Caffeine makes it look like Xenite has more oomph than it ever had. I won’t say that is going to happen for every Website, but I think this is the first real public indication that Caffeine is doing what Google promised it would do.
And I must say, I like what I’m seeing. I hope I see more of this, not only for my own sites and our client sites, but for all good Websites out there.
And just so it’s clear to everyone, this was NOT an SEO experiment. I did not try to set up any controlled conditions, etc. Xenite.Org is a real live site and so are all the sites that picked up the story and either linked to or simply mentioned Xenite. I’m just documenting an observable phenomenon in a very public way.
Those are the only cards I have in my hand at this time, and they are on the table.
{ 2 comments… read them below or add one }
Jonathan Becker 02.07.10 at 5:05 pm
Michael,
A question for you. You mention that “despite all the false reports circulating in the various SEO forums Caffeine is not a ranking algorithm update.”. Google seems to have put a higher emphasis on user generated results (like tweets) in SERP features like real-time search.

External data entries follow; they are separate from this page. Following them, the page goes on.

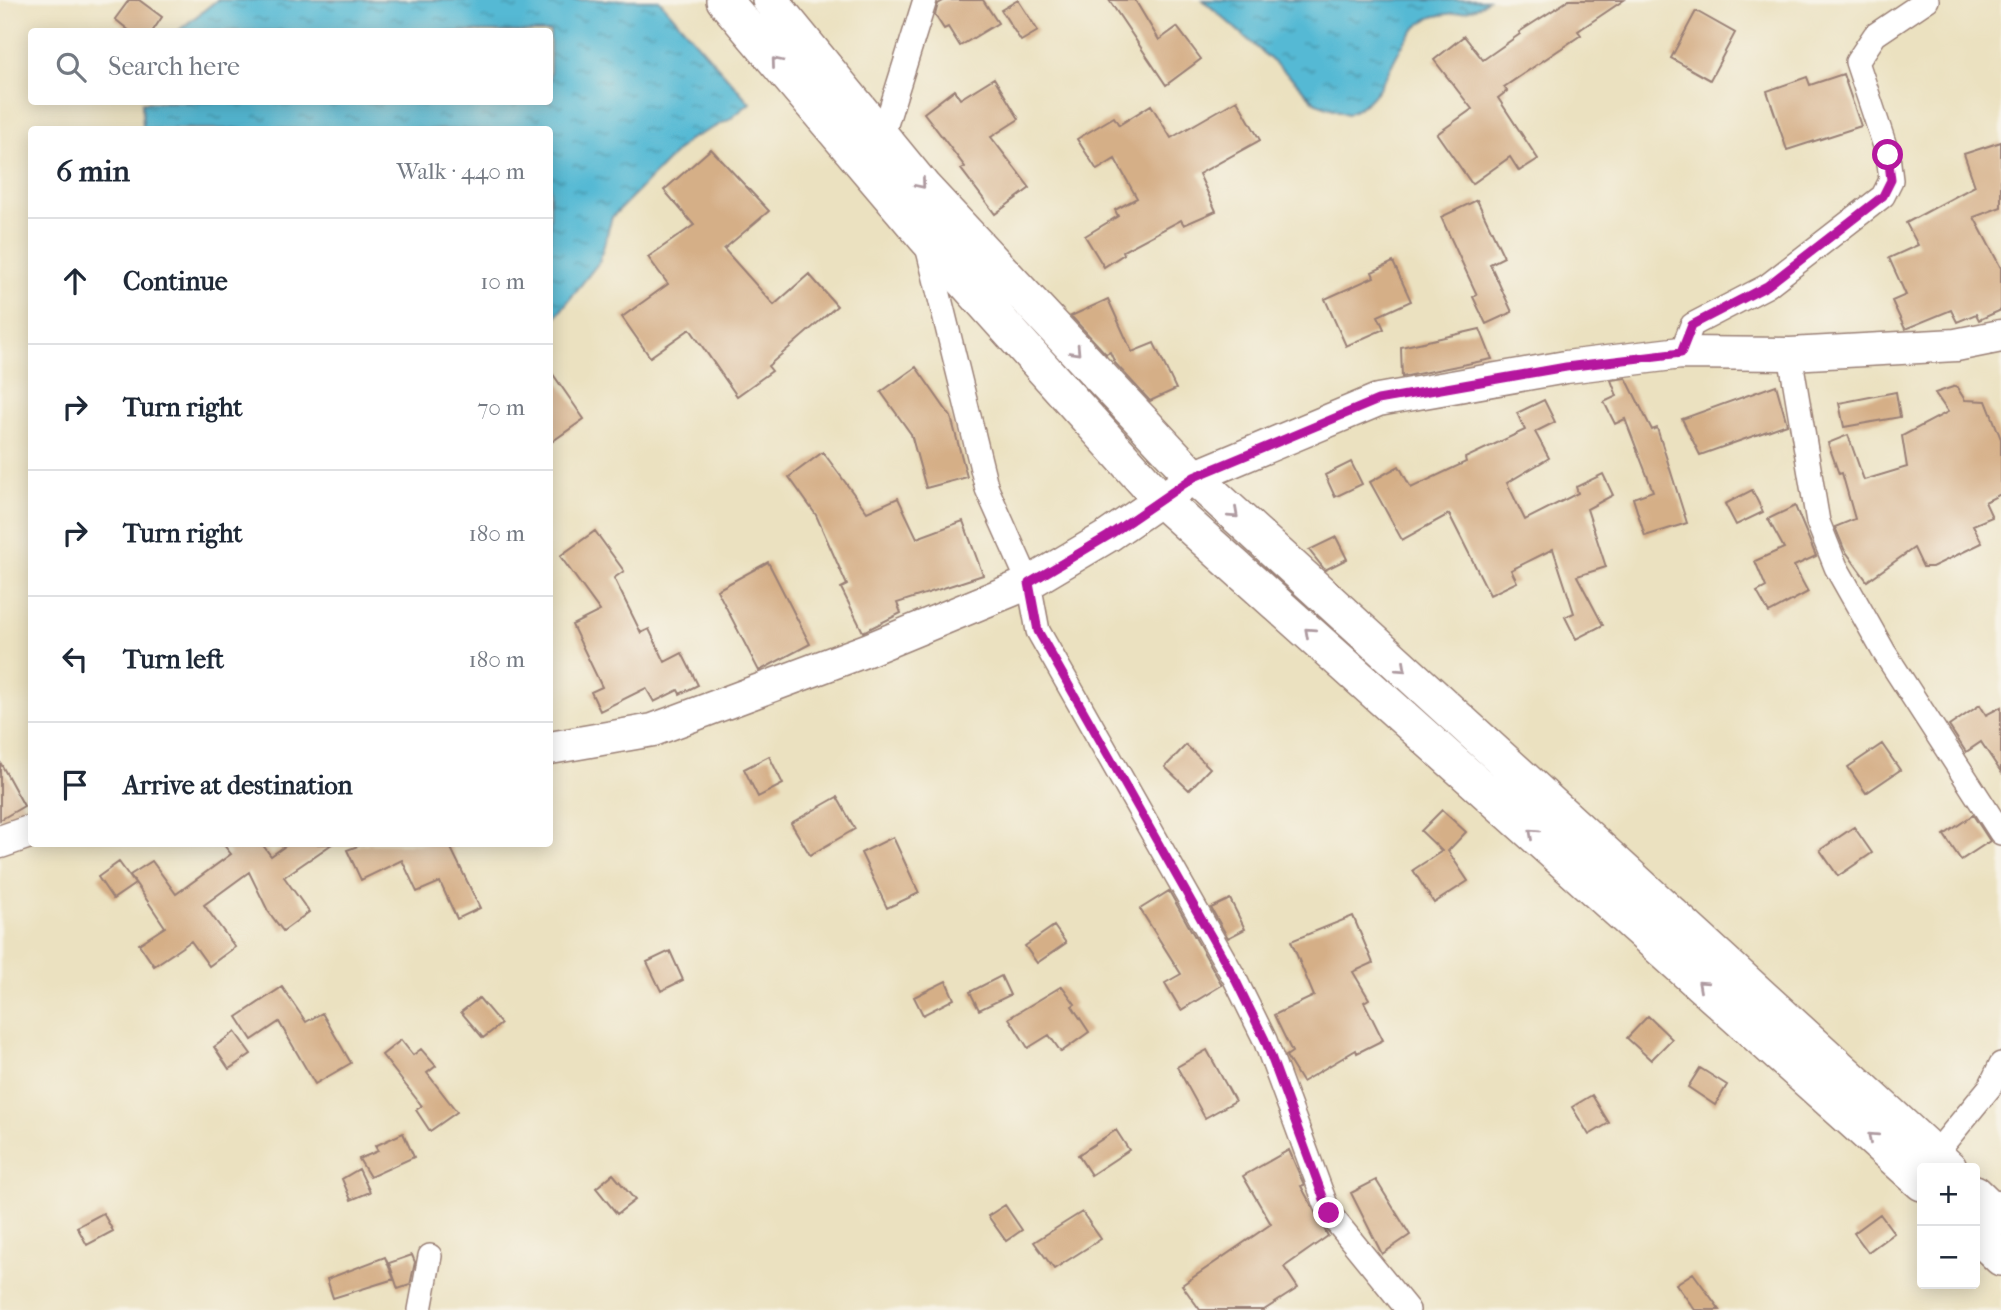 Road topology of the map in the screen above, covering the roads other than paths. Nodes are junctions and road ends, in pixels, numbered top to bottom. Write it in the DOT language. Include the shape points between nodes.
graph roads {
  1 [pos="724,0"];
  2 [pos="770,0"];
  3 [pos="925,0"];
  4 [pos="1927,0"];
  5 [pos="884,138"];
  6 [pos="867,167"];
  7 [pos="924,236"];
  8 [pos="2001,336"];
  9 [pos="1681,353"];
  10 [pos="1790,354"];
  11 [pos="1194,477"];
  12 [pos="1161,500"];
  13 [pos="1029,583"];
  14 [pos="553,747"];
  15 [pos="28,832"];
  16 [pos="2001,833"];
  17 [pos="0,842"];
  18 [pos="2001,1065"];
  19 [pos="1921,1163"];
  20 [pos="1922,1163"];
  21 [pos="1936,1163"];
  22 [pos="1980,1198"];
  23 [pos="2001,1218"];
  24 [pos="1980,1238"];
  25 [pos="429,1256"];
  26 [pos="2001,1258"];
  27 [pos="420,1310"];
  28 [pos="1408,1310"];
  6 -- 1 [label="main road, one-way"];
  2 -- 5 [label="main road"];
  3 -- 5 [label="street"];
  4 -- 9 [label="street" via="1875,35 1857,62 1888,155 1891,180 1883,196 1767,286 1692,325"];
  5 -- 6 [label="street"];
  5 -- 11 [label="main road, one-way" via="924,188"];
  6 -- 7 [label="main road"];
  7 -- 12 [label="main road"];
  7 -- 13 [label="street" via="987,489"];
  8 -- 10 [label="main road" via="1956,345"];
  9 -- 10 [label="main road"];
  9 -- 11 [label="main road" via="1566,367 1378,400"];
  10 -- 16 [label="street" via="1818,522 1836,567 1884,652"];
  11 -- 12 [label="main road"];
  11 -- 20 [label="main road, one-way"];
  12 -- 13 [label="main road"];
  19 -- 12 [label="main road, one-way"];
  13 -- 14 [label="main road" via="842,660 653,730"];
  13 -- 28 [label="street" via="1038,631 1265,1040 1329,1213"];
  15 -- 17 [label="main road"];
  18 -- 21 [label="street"];
  22 -- 23 [label="main road"];
  24 -- 26 [label="main road"];
  25 -- 27 [label="street"];
}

Does your comment above mean that instead of tweets showing more in SERPs due to algorithmic weight/ranking changes, they are simply the result of Caffeine’s ability to better index things like tweets?
@jzbecker
Michael Martinez 02.08.10 at 9:07 am
I think the scrolling Tweets are simply an injection of real-time results, just as many videos, images, and news stories are injected into normal Web search results.
Caffeine just seems to make it all happen faster. But it may also increase the importance of heavy linking, which I have deemed the bane of SEO for years. Think about it. The older, well-linked sites will be updated quickly by Google regardless of whether they have RSS/XML feeds for the search engines to monitor. But newer, link-poor sites may struggle to get their updates indexed because they don’t have as many links pointing them.
In order to negate the artificial need for more links, Google would have to implement a new crawling scheduler that doesn’t rely so much on how many links a site has pointing to it.
If we assume for the sake of discussion that all Google does is toss newly “discovered” links into a queue, then the more heavily linked any site is the more often its own pages will be tossed into the queue. And the more internal links a site has, the more often it will be able to queue its own content.
Of course, that is the underlying premise of much of my advice through the years, though I have always assumed it wasn’t that simple. It’s just that it seemed to work that way.
Now, is Google going to run through its queue faster? Or is it going to manage the queue in a different way so as to be more fair to smaller, newer sites that don’t have much of a link profile?
They could probably help reduce the link spam problem if they answer that question directly in a very public way.